=== ACTION ITEM ===
Excluding pictures, give the entries again exactly as they appear.

══ RECORD EXTRACTS

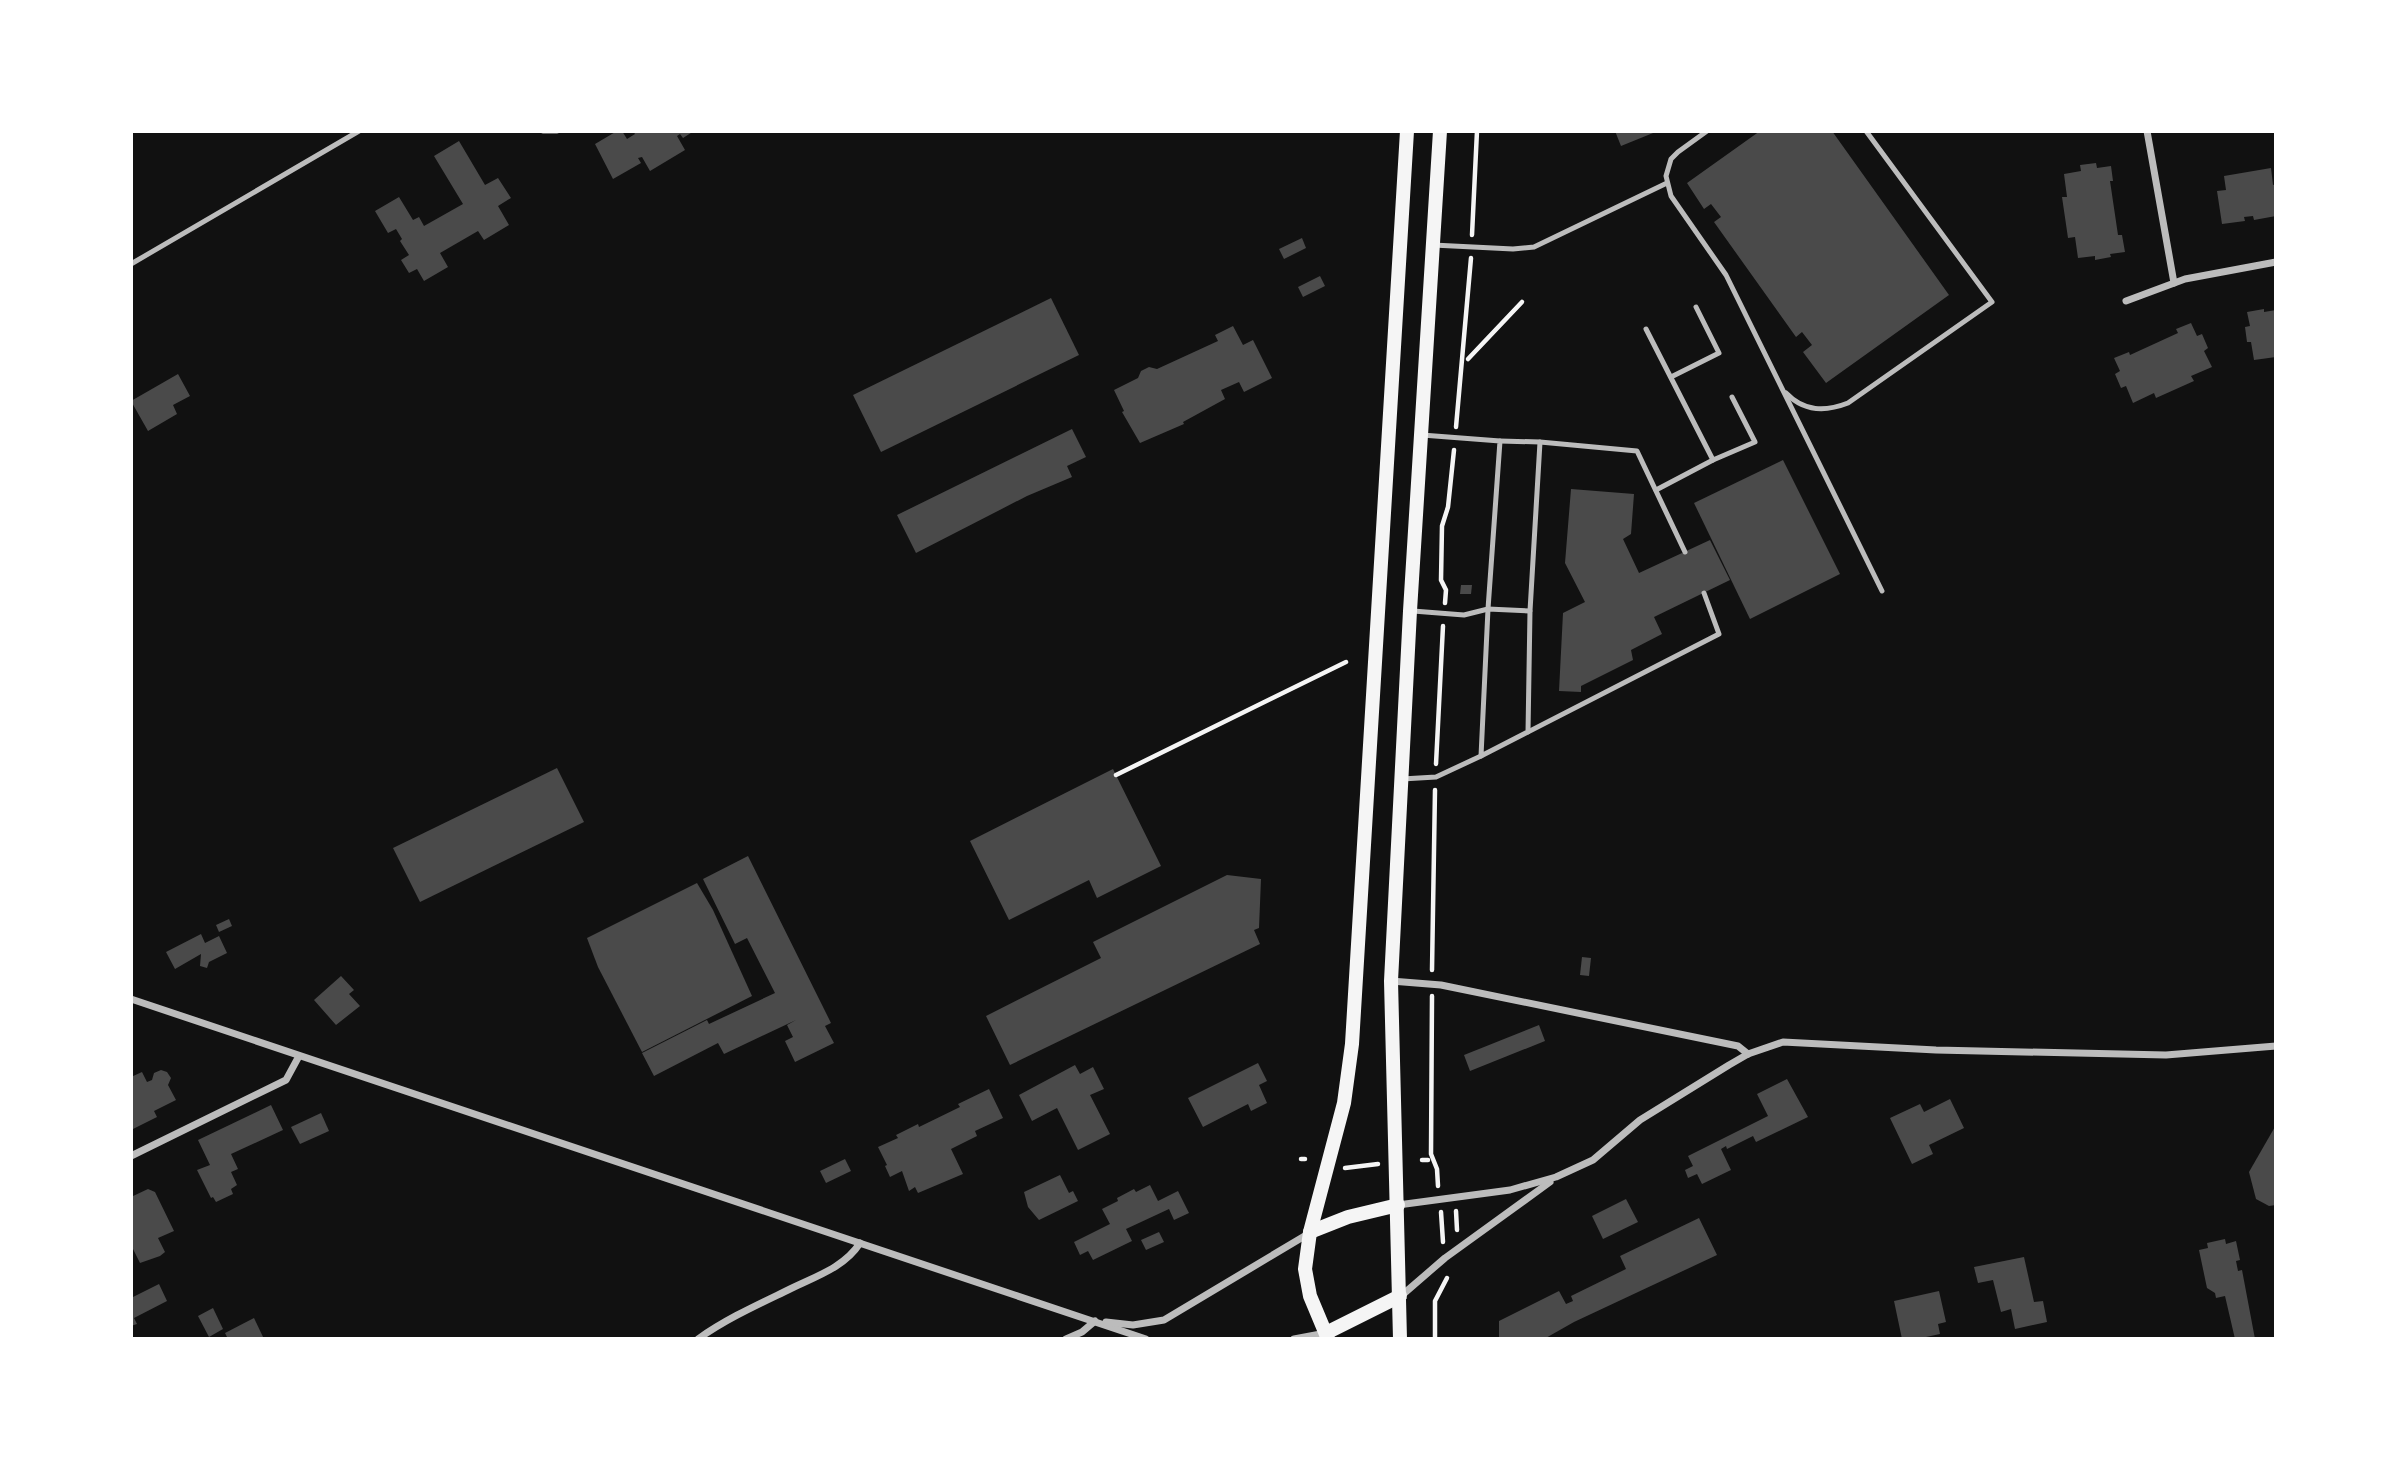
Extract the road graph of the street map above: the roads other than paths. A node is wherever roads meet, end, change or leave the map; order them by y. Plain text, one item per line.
1 (359, 131) edge
2 (543, 131) edge
3 (557, 131) edge
4 (1407, 131) edge
5 (1440, 131) edge
6 (1706, 131) edge
7 (1866, 131) edge
8 (2147, 131) edge
9 (1667, 183) junction
10 (1433, 245) junction
11 (2276, 261) edge
12 (131, 264) edge
13 (2174, 283) junction
14 (2126, 301) dead end
15 (1696, 307) dead end
16 (1646, 330) dead end
17 (1671, 377) junction
18 (1782, 388) junction
19 (1732, 397) dead end
20 (1420, 435) junction
21 (1500, 441) junction
22 (1540, 442) junction
23 (1713, 460) junction
24 (1656, 490) junction
25 (1685, 552) dead end
26 (1882, 591) dead end
27 (1704, 593) dead end
28 (1488, 609) junction
29 (1410, 611) junction
30 (1530, 611) junction
31 (1528, 732) junction
32 (1481, 756) junction
33 (1401, 779) junction
34 (1391, 981) junction
35 (133, 1002) edge
36 (2276, 1046) edge
37 (299, 1055) junction
38 (1748, 1055) junction
39 (131, 1156) edge
40 (1556, 1177) junction
41 (1398, 1205) junction
42 (1310, 1232) junction
43 (860, 1243) junction
44 (1400, 1296) junction
45 (1095, 1321) junction
46 (1327, 1336) edge
47 (698, 1339) edge
48 (1066, 1339) edge
49 (1146, 1339) edge
50 (1294, 1339) edge
51 (1400, 1339) edge

1 - 12 lane
2 - 3 lane
4 - 42 main road
5 - 10 main road
6 - 9 lane
7 - 18 lane
8 - 13 street
9 - 10 lane
9 - 18 lane
10 - 20 main road
11 - 13 street
13 - 14 street
15 - 17 lane
16 - 17 lane
17 - 23 lane
18 - 26 lane
19 - 23 lane
20 - 21 lane
20 - 29 main road
21 - 22 lane
21 - 28 lane
22 - 24 lane
22 - 30 lane
23 - 24 lane
24 - 25 lane
27 - 31 lane
28 - 29 lane
28 - 30 lane
28 - 32 lane
29 - 33 main road
30 - 31 lane
31 - 32 lane
32 - 33 lane
33 - 34 main road
34 - 38 street
34 - 41 main road
35 - 37 street
36 - 38 street
37 - 39 street
37 - 43 street
38 - 40 street
40 - 41 street
40 - 44 street
41 - 42 main road
41 - 44 main road
42 - 45 street
42 - 46 main road
43 - 45 street
43 - 47 street
44 - 46 main road
44 - 51 main road
45 - 48 street
45 - 49 street
46 - 50 street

════

=== RESULT BELOW ===
Extract the road graph of the street map above: the roads other than paths. A node is wherever roads meet, end, change or leave the map; order them by y. Plain text, one item per line.
1 (359, 131) edge
2 (543, 131) edge
3 (557, 131) edge
4 (1407, 131) edge
5 (1440, 131) edge
6 (1706, 131) edge
7 (1866, 131) edge
8 (2147, 131) edge
9 (1667, 183) junction
10 (1433, 245) junction
11 (2276, 261) edge
12 (131, 264) edge
13 (2174, 283) junction
14 (2126, 301) dead end
15 (1696, 307) dead end
16 (1646, 330) dead end
17 (1671, 377) junction
18 (1782, 388) junction
19 (1732, 397) dead end
20 (1420, 435) junction
21 (1500, 441) junction
22 (1540, 442) junction
23 (1713, 460) junction
24 (1656, 490) junction
25 (1685, 552) dead end
26 (1882, 591) dead end
27 (1704, 593) dead end
28 (1488, 609) junction
29 (1410, 611) junction
30 (1530, 611) junction
31 (1528, 732) junction
32 (1481, 756) junction
33 (1401, 779) junction
34 (1391, 981) junction
35 (133, 1002) edge
36 (2276, 1046) edge
37 (299, 1055) junction
38 (1748, 1055) junction
39 (131, 1156) edge
40 (1556, 1177) junction
41 (1398, 1205) junction
42 (1310, 1232) junction
43 (860, 1243) junction
44 (1400, 1296) junction
45 (1095, 1321) junction
46 (1327, 1336) edge
47 (698, 1339) edge
48 (1066, 1339) edge
49 (1146, 1339) edge
50 (1294, 1339) edge
51 (1400, 1339) edge

1 - 12 lane
2 - 3 lane
4 - 42 main road
5 - 10 main road
6 - 9 lane
7 - 18 lane
8 - 13 street
9 - 10 lane
9 - 18 lane
10 - 20 main road
11 - 13 street
13 - 14 street
15 - 17 lane
16 - 17 lane
17 - 23 lane
18 - 26 lane
19 - 23 lane
20 - 21 lane
20 - 29 main road
21 - 22 lane
21 - 28 lane
22 - 24 lane
22 - 30 lane
23 - 24 lane
24 - 25 lane
27 - 31 lane
28 - 29 lane
28 - 30 lane
28 - 32 lane
29 - 33 main road
30 - 31 lane
31 - 32 lane
32 - 33 lane
33 - 34 main road
34 - 38 street
34 - 41 main road
35 - 37 street
36 - 38 street
37 - 39 street
37 - 43 street
38 - 40 street
40 - 41 street
40 - 44 street
41 - 42 main road
41 - 44 main road
42 - 45 street
42 - 46 main road
43 - 45 street
43 - 47 street
44 - 46 main road
44 - 51 main road
45 - 48 street
45 - 49 street
46 - 50 street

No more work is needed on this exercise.